Dataset content ▸
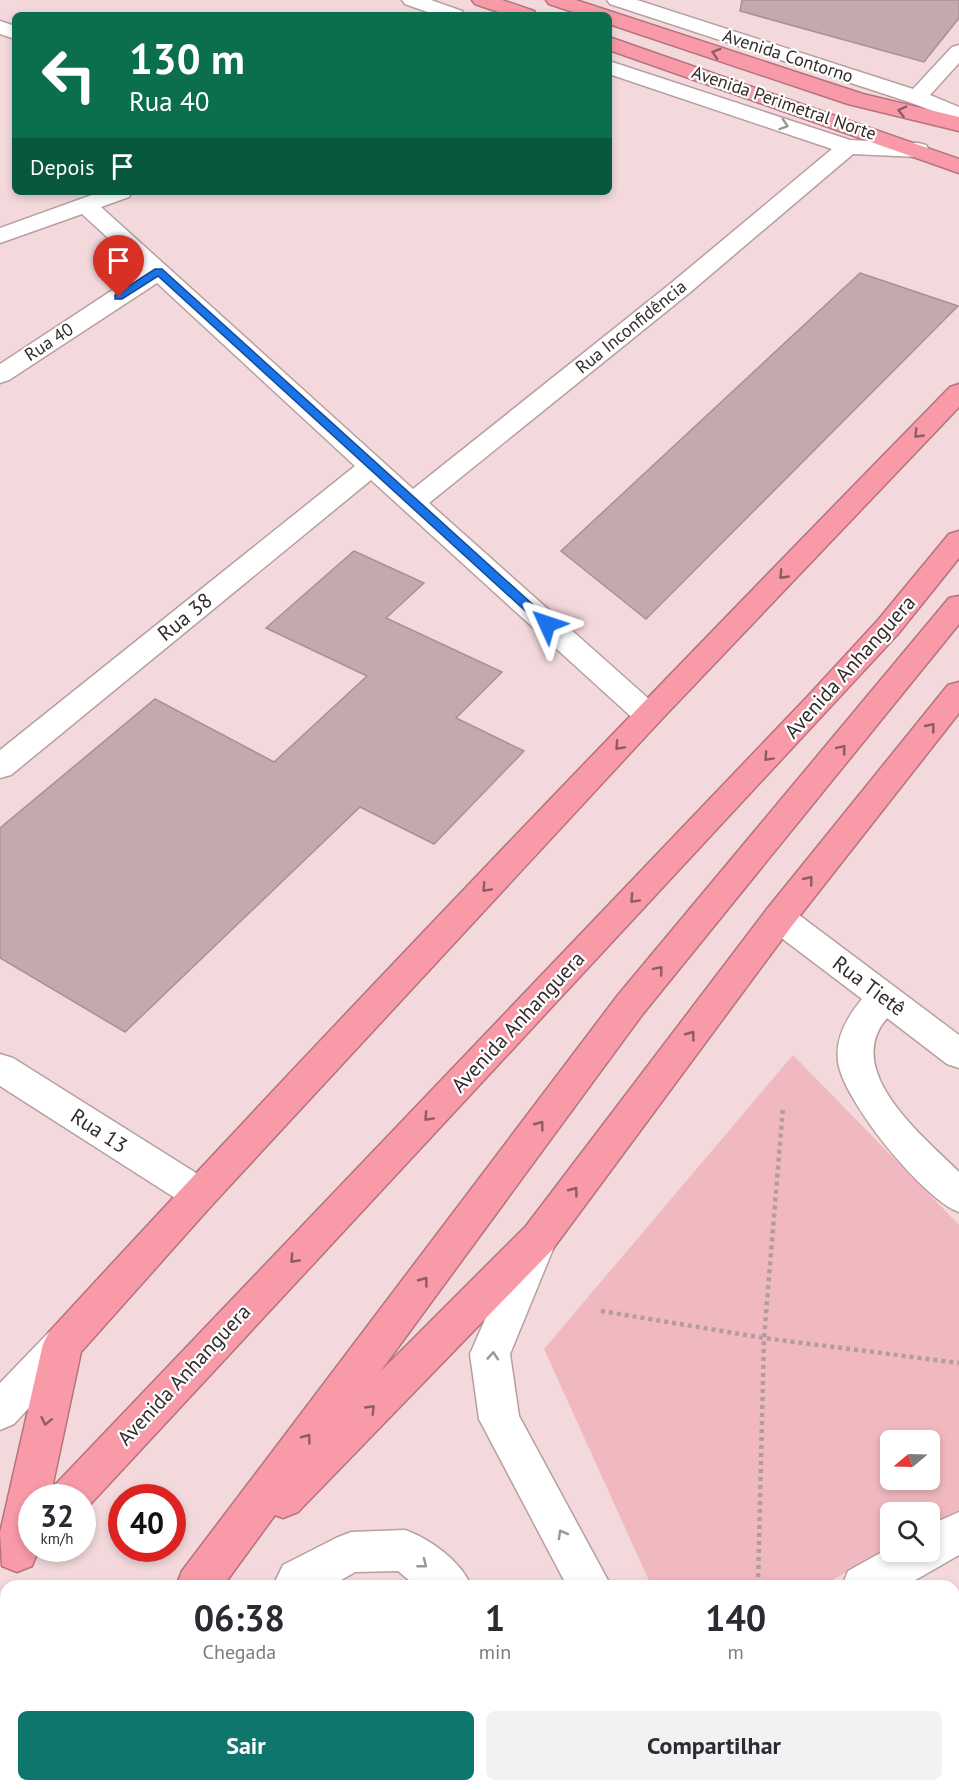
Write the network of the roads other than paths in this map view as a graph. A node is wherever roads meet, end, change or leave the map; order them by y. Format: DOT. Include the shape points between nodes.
graph roads {
  1 [pos="412,0"];
  2 [pos="482,0"];
  3 [pos="556,0"];
  4 [pos="626,1"];
  5 [pos="446,12"];
  6 [pos="518,12"];
  7 [pos="593,12"];
  8 [pos="612,18"];
  9 [pos="612,44"];
  10 [pos="959,51"];
  11 [pos="612,58"];
  12 [pos="662,61"];
  13 [pos="612,68"];
  14 [pos="705,76"];
  15 [pos="917,97"];
  16 [pos="748,113"];
  17 [pos="959,115"];
  18 [pos="959,124"];
  19 [pos="848,147"];
  20 [pos="918,150"];
  21 [pos="959,166"];
  22 [pos="113,195"];
  23 [pos="86,205"];
  24 [pos="0,236"];
  25 [pos="159,271"];
  26 [pos="0,375"];
  27 [pos="959,392"];
  28 [pos="371,466"];
  29 [pos="412,503"];
  30 [pos="959,540"];
  31 [pos="959,605"];
  32 [pos="959,692"];
  33 [pos="648,715"];
  34 [pos="0,767"];
  35 [pos="779,918"];
  36 [pos="885,998"];
  37 [pos="959,1054"];
  38 [pos="0,1068"];
  39 [pos="199,1194"];
  40 [pos="959,1196"];
  41 [pos="539,1238"];
  42 [pos="63,1344"];
  43 [pos="0,1411"];
  44 [pos="81,1484"];
  45 [pos="959,1532"];
  46 [pos="940,1542"];
  47 [pos="16,1553"];
  48 [pos="906,1562"];
  49 [pos="201,1580"];
  50 [pos="203,1580"];
  51 [pos="298,1580"];
  52 [pos="442,1580"];
  53 [pos="587,1580"];
  54 [pos="874,1580"];
  1 -- 5 [label="street"];
  2 -- 6 [label="highway"];
  3 -- 7 [label="highway"];
  4 -- 15 [label="street, Avenida Contorno"];
  18 -- 8 [label="highway, Avenida Perimetral Norte, one-way" via="856,99"];
  9 -- 12 [label="highway, Avenida Perimetral Norte"];
  10 -- 15 [label="street"];
  11 -- 12 [label="highway"];
  12 -- 14 [label="highway, Avenida Perimetral Norte"];
  13 -- 16 [label="street"];
  14 -- 16 [label="highway"];
  14 -- 20 [label="highway, Avenida Perimetral Norte"];
  15 -- 17 [label="street, Avenida Contorno"];
  16 -- 19 [label="street, one-way"];
  19 -- 20 [label="street"];
  19 -- 29 [label="street, Rua Inconfidência" via="679,289"];
  20 -- 21 [label="highway, Avenida Perimetral Norte"];
  22 -- 23 [label="street"];
  23 -- 24 [label="street"];
  23 -- 25 [label="street"];
  25 -- 26 [label="street, Rua 40"];
  25 -- 28 [label="street"];
  27 -- 33 [label="highway, one-way"];
  28 -- 29 [label="street"];
  28 -- 34 [label="street, Rua 38"];
  29 -- 33 [label="street"];
  30 -- 44 [label="highway, Avenida Anhanguera, one-way" via="819,703"];
  49 -- 31 [label="highway, Avenida Anhanguera, one-way" via="630,1005"];
  35 -- 32 [label="highway, Avenida Anhanguera, one-way"];
  33 -- 39 [label="highway, one-way"];
  35 -- 36 [label="street, Rua Tietê"];
  41 -- 35 [label="highway, Avenida Anhanguera, one-way"];
  36 -- 37 [label="street, Rua Tietê"];
  36 -- 40 [label="street" via="866,1018 855,1042 853,1059 861,1087"];
  38 -- 39 [label="street, Rua 13"];
  39 -- 42 [label="highway"];
  50 -- 41 [label="highway, Avenida Anhanguera, one-way"];
  53 -- 41 [label="street, one-way" via="499,1419 490,1353"];
  42 -- 43 [label="street"];
  42 -- 47 [label="highway, one-way"];
  45 -- 46 [label="street"];
  48 -- 54 [label="street"];
  51 -- 52 [label="street, one-way" via="351,1552 405,1550"];
}
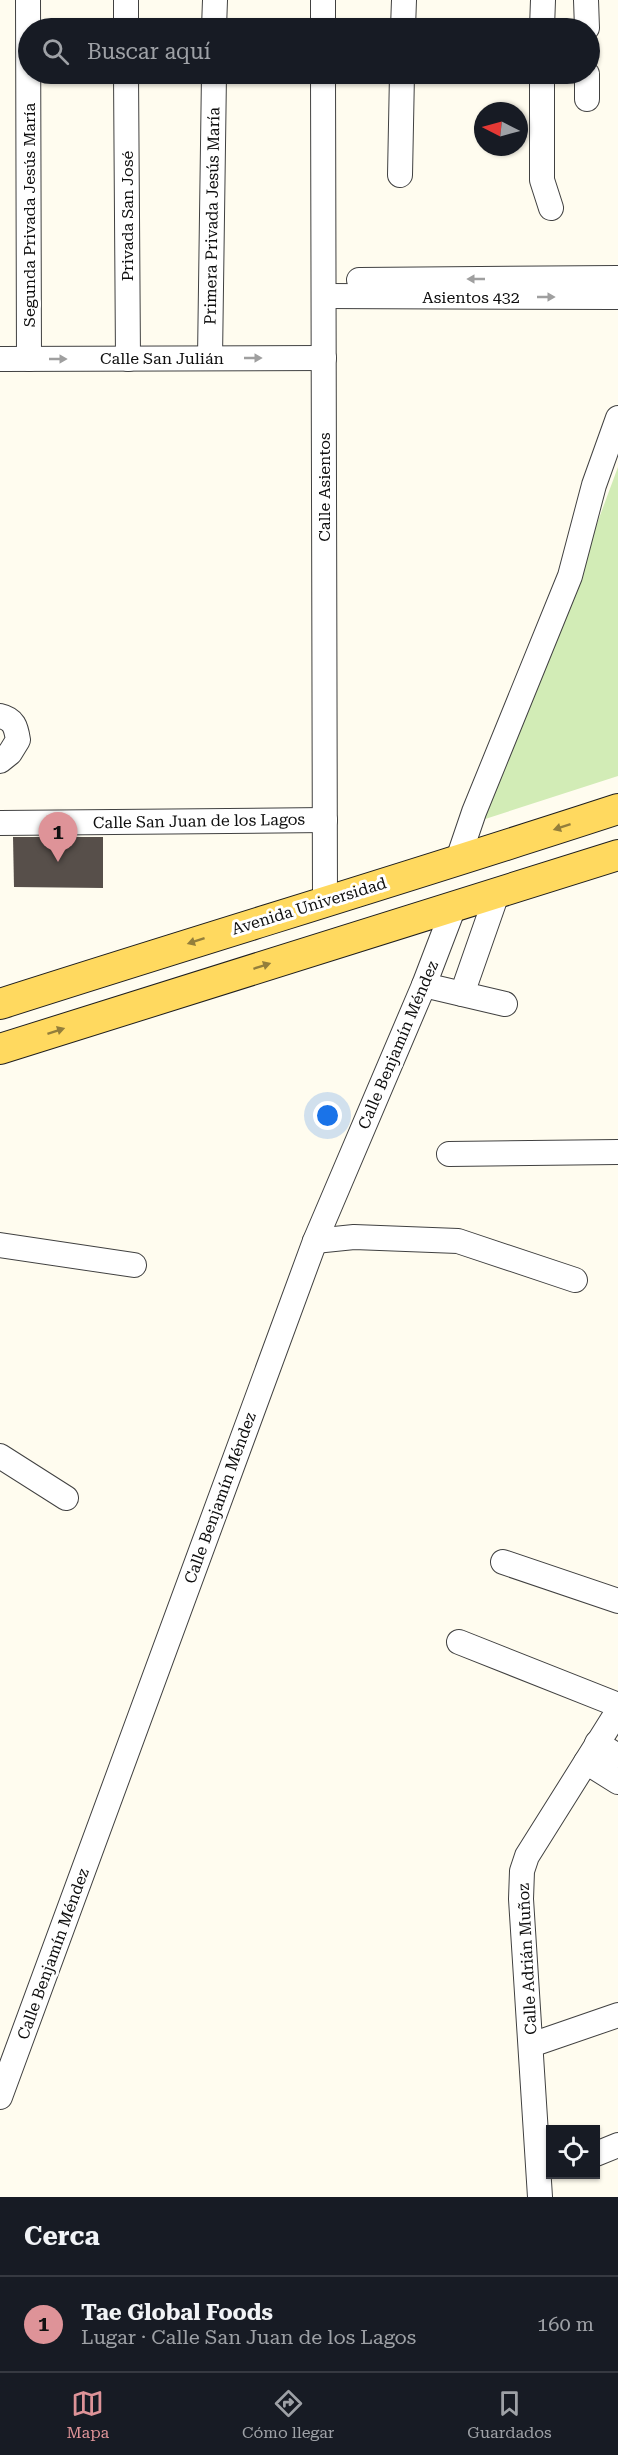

Assignment ▸ With the pictures removed, return all the entries exactly.

Solution to this task ▸
Write the network of the roads other than paths in this map view as a graph. A node is wherever roads meet, end, change or leave the map; order them by y. Format: DOT. Include the shape points between nodes.
graph roads {
  1 [pos="412,0"];
  2 [pos="482,0"];
  3 [pos="556,0"];
  4 [pos="626,1"];
  5 [pos="446,12"];
  6 [pos="518,12"];
  7 [pos="593,12"];
  8 [pos="612,18"];
  9 [pos="612,44"];
  10 [pos="959,51"];
  11 [pos="612,58"];
  12 [pos="662,61"];
  13 [pos="612,68"];
  14 [pos="705,76"];
  15 [pos="917,97"];
  16 [pos="748,113"];
  17 [pos="959,115"];
  18 [pos="959,124"];
  19 [pos="848,147"];
  20 [pos="918,150"];
  21 [pos="959,166"];
  22 [pos="113,195"];
  23 [pos="86,205"];
  24 [pos="0,236"];
  25 [pos="159,271"];
  26 [pos="0,375"];
  27 [pos="959,392"];
  28 [pos="371,466"];
  29 [pos="412,503"];
  30 [pos="959,540"];
  31 [pos="959,605"];
  32 [pos="959,692"];
  33 [pos="648,715"];
  34 [pos="0,767"];
  35 [pos="779,918"];
  36 [pos="885,998"];
  37 [pos="959,1054"];
  38 [pos="0,1068"];
  39 [pos="199,1194"];
  40 [pos="959,1196"];
  41 [pos="539,1238"];
  42 [pos="63,1344"];
  43 [pos="0,1411"];
  44 [pos="81,1484"];
  45 [pos="959,1532"];
  46 [pos="940,1542"];
  47 [pos="16,1553"];
  48 [pos="906,1562"];
  49 [pos="201,1580"];
  50 [pos="203,1580"];
  51 [pos="298,1580"];
  52 [pos="442,1580"];
  53 [pos="587,1580"];
  54 [pos="874,1580"];
  1 -- 5 [label="street"];
  2 -- 6 [label="highway"];
  3 -- 7 [label="highway"];
  4 -- 15 [label="street, Avenida Contorno"];
  18 -- 8 [label="highway, Avenida Perimetral Norte, one-way" via="856,99"];
  9 -- 12 [label="highway, Avenida Perimetral Norte"];
  10 -- 15 [label="street"];
  11 -- 12 [label="highway"];
  12 -- 14 [label="highway, Avenida Perimetral Norte"];
  13 -- 16 [label="street"];
  14 -- 16 [label="highway"];
  14 -- 20 [label="highway, Avenida Perimetral Norte"];
  15 -- 17 [label="street, Avenida Contorno"];
  16 -- 19 [label="street, one-way"];
  19 -- 20 [label="street"];
  19 -- 29 [label="street, Rua Inconfidência" via="679,289"];
  20 -- 21 [label="highway, Avenida Perimetral Norte"];
  22 -- 23 [label="street"];
  23 -- 24 [label="street"];
  23 -- 25 [label="street"];
  25 -- 26 [label="street, Rua 40"];
  25 -- 28 [label="street"];
  27 -- 33 [label="highway, one-way"];
  28 -- 29 [label="street"];
  28 -- 34 [label="street, Rua 38"];
  29 -- 33 [label="street"];
  30 -- 44 [label="highway, Avenida Anhanguera, one-way" via="819,703"];
  49 -- 31 [label="highway, Avenida Anhanguera, one-way" via="630,1005"];
  35 -- 32 [label="highway, Avenida Anhanguera, one-way"];
  33 -- 39 [label="highway, one-way"];
  35 -- 36 [label="street, Rua Tietê"];
  41 -- 35 [label="highway, Avenida Anhanguera, one-way"];
  36 -- 37 [label="street, Rua Tietê"];
  36 -- 40 [label="street" via="866,1018 855,1042 853,1059 861,1087"];
  38 -- 39 [label="street, Rua 13"];
  39 -- 42 [label="highway"];
  50 -- 41 [label="highway, Avenida Anhanguera, one-way"];
  53 -- 41 [label="street, one-way" via="499,1419 490,1353"];
  42 -- 43 [label="street"];
  42 -- 47 [label="highway, one-way"];
  45 -- 46 [label="street"];
  48 -- 54 [label="street"];
  51 -- 52 [label="street, one-way" via="351,1552 405,1550"];
}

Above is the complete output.